The group stated, “Pai Lin’s back still bears scars from old pressure points.” The tissue and bones on the backs of elephants can deteriorate as a result of this constant pressure, resulting in permanent physical damage to their spines.
In Southeast Asian nations, elephant rides are a popular tourist activity, but activists say it is cruel to animals because their bodies weren’t made to be ridden. According to them, the animals are also frequently abused and exploited in other industries like trekking and logging, where many of them literally work themselves to death due to exhaustion and malnutrition.

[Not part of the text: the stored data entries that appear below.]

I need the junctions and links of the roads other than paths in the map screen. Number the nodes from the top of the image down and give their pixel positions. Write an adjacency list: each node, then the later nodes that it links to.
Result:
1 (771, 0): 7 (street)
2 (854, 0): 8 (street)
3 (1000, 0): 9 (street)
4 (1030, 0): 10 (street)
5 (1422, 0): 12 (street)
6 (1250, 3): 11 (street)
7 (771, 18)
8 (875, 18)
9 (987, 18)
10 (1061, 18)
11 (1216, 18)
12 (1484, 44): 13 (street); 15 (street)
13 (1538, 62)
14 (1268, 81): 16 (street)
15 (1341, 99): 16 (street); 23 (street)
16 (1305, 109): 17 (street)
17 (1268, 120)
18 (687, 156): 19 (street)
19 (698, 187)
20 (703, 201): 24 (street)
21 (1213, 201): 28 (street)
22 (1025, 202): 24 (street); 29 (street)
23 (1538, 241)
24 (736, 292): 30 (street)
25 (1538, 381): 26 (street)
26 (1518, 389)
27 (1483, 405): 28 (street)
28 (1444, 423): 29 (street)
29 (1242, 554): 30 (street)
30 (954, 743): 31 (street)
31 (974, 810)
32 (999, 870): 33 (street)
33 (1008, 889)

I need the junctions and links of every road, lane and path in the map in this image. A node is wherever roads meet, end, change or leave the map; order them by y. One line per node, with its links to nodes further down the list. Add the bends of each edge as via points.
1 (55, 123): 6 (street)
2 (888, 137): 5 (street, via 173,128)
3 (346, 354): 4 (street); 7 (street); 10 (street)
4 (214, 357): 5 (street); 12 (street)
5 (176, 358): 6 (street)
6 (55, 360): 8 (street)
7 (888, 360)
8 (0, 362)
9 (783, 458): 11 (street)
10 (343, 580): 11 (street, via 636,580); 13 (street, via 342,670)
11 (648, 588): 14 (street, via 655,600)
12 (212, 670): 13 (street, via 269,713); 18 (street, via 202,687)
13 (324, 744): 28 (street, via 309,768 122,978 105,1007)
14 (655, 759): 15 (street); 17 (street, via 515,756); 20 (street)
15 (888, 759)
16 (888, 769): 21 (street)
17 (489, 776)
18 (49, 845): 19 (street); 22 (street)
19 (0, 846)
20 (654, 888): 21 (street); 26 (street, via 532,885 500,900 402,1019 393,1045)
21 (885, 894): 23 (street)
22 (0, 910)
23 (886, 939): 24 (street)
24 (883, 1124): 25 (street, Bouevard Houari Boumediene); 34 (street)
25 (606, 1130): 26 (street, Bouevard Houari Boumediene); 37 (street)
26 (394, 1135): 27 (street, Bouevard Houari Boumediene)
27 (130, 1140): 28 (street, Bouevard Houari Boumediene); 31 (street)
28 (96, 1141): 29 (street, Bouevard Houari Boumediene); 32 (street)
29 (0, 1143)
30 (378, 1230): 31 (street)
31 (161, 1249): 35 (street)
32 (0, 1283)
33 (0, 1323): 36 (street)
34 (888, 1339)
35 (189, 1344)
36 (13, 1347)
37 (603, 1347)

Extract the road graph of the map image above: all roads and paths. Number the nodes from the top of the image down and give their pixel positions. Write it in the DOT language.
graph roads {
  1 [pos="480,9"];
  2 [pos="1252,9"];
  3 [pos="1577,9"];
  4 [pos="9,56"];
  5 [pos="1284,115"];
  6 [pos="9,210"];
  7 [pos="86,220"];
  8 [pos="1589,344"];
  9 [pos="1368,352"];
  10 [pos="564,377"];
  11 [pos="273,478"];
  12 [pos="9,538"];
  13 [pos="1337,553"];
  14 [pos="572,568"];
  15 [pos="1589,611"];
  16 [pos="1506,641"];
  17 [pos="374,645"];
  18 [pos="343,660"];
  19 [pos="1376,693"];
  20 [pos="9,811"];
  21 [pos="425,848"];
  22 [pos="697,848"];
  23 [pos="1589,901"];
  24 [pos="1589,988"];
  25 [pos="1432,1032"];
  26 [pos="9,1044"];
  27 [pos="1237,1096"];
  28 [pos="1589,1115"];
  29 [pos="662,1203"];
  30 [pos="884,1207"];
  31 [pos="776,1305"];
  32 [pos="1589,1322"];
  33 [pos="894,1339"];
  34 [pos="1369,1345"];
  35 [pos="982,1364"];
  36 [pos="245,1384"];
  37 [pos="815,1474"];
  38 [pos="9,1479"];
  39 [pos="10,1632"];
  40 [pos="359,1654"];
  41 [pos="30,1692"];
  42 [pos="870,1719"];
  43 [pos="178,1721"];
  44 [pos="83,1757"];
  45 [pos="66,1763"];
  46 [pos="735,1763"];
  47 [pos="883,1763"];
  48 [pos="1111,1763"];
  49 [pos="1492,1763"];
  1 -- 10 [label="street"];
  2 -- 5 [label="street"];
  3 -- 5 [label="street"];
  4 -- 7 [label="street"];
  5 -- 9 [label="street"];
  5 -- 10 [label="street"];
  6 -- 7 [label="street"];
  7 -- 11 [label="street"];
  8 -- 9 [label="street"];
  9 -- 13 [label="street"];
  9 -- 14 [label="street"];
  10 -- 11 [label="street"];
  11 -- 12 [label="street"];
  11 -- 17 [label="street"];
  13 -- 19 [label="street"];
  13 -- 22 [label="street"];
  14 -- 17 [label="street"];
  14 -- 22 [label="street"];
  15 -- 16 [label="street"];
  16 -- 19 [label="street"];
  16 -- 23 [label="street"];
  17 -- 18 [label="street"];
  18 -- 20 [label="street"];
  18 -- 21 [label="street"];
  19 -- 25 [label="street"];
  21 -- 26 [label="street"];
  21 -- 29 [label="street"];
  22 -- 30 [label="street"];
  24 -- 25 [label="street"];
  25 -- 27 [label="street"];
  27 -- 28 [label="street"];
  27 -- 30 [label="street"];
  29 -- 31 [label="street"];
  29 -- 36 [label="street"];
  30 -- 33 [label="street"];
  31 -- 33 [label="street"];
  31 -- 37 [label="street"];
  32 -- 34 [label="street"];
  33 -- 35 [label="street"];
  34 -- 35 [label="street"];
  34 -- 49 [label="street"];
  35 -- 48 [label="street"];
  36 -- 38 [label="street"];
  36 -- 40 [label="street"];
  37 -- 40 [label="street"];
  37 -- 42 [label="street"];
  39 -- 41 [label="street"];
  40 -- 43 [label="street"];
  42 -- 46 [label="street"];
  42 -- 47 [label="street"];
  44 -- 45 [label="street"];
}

According to CNN, the director and founder of the WFFT, Edwin Wiek, “Pai Lin arrived at our sanctuary in 2006 after working in the Thai tourism industry.”
“She was surrendered by her past proprietor who felt that she was too sluggish and consistently in torment and couldn’t function admirably any longer,” he added.
The group’s project director, Tom Taylor, added that elephants’ backs weren’t made to carry a lot of weight.
Taylor stated, “Their spines extend upwards.” As can be seen in Pai Lin, constant pressure from tourists on their backbones can cause permanent physical damage.
As tourism returned to the country following the pandemic, Cambodia banned elephant rides at Angkor Wat Wiek. The group shared Pai Lin’s story to raise awareness of elephant cruelty and remind people not to ride them.
It is essential to comprehend that, in contrast to horses, elephants are not bred to be ridden. He stated, “They are taken from the wild, are not domesticated, and are kept in terrible conditions.”
Pai Lin and 24 other rescued elephants spend their days in WFFT’s sanctuary near Hua Hin, a seaside town about 2.5 hours from Bangkok.
She’s more established now and has placed on weight. ” Wiek stated, “She’s fatter now than when she first came to us.” However, you can clearly see the shape of her spine; she will have to live with it, but she is doing well.
The contemplative “old woman” appreciates having her own space.
Wiek continued, “She’s definitely an introvert and doesn’t really enjoy being around the company of other elephants but likes to be the center of attention from people.”
“She is a very lovely elephant, but she does get moody when it involves food.”